Your response should be every line from the entries that includes the string "lane".

Available data section start

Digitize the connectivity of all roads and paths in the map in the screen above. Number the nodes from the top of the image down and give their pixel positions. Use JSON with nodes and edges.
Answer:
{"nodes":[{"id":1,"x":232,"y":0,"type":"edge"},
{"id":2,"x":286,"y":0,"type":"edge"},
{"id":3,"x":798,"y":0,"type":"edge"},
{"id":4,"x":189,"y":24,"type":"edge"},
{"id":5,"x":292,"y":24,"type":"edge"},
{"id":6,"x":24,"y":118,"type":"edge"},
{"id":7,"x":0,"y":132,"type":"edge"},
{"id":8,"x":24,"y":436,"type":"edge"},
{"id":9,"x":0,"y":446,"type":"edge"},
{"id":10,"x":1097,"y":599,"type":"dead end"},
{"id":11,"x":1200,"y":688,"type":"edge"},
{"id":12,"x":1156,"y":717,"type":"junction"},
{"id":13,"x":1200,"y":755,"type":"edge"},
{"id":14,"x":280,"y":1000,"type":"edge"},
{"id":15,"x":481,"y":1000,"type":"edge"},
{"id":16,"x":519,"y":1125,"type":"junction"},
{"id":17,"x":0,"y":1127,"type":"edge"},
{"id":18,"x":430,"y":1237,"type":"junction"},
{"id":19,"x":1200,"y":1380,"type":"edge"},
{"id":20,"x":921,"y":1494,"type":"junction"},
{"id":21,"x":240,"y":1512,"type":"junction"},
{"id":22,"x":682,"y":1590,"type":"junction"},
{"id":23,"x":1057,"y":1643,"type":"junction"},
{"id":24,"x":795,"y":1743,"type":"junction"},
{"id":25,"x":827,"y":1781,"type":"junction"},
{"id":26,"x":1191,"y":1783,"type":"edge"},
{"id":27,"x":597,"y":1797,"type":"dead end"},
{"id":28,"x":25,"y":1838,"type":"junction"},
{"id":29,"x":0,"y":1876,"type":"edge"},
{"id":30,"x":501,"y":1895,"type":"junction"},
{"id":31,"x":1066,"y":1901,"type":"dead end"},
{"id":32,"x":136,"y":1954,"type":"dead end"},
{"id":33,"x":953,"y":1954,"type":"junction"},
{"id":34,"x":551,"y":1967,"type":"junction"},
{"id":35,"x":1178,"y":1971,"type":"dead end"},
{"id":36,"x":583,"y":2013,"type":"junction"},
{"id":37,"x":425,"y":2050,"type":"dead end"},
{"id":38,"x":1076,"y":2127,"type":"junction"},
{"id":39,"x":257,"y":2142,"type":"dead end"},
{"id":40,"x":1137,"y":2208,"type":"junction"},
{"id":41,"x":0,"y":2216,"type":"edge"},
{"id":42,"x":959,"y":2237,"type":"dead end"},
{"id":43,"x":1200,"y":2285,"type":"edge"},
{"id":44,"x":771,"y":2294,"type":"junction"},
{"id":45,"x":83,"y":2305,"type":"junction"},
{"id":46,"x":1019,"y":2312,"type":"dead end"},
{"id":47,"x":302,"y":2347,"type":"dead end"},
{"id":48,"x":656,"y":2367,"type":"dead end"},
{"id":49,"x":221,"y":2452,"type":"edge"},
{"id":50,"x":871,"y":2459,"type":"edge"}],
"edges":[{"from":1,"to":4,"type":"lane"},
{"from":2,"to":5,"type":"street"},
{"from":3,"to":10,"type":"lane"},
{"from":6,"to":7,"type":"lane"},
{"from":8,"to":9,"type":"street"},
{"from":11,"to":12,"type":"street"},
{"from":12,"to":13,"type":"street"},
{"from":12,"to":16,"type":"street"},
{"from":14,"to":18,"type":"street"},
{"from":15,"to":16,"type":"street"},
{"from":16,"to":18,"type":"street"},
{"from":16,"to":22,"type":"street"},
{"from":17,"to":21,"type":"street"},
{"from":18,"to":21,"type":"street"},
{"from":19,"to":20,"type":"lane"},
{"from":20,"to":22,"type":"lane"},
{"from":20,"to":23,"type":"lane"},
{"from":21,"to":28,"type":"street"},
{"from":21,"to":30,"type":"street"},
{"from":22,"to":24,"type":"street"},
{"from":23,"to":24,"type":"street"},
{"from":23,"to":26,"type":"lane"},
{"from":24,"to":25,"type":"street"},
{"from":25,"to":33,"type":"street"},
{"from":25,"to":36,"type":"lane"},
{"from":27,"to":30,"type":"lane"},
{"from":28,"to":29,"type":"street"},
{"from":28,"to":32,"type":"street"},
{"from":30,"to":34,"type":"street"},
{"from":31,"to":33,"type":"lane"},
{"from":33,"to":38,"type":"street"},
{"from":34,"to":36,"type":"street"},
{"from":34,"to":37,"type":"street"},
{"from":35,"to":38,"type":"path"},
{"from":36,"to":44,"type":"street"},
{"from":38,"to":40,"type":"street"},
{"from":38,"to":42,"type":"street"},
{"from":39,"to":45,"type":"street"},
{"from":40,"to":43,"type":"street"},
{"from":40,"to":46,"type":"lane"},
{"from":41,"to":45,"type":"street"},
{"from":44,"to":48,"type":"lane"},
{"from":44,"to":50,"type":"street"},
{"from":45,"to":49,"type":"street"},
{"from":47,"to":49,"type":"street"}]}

Available data section end

§ **Answer to this exercise**:
"edges":[{"from":1,"to":4,"type":"lane"},
{"from":3,"to":10,"type":"lane"},
{"from":6,"to":7,"type":"lane"},
{"from":19,"to":20,"type":"lane"},
{"from":20,"to":22,"type":"lane"},
{"from":20,"to":23,"type":"lane"},
{"from":23,"to":26,"type":"lane"},
{"from":25,"to":36,"type":"lane"},
{"from":27,"to":30,"type":"lane"},
{"from":31,"to":33,"type":"lane"},
{"from":40,"to":46,"type":"lane"},
{"from":44,"to":48,"type":"lane"},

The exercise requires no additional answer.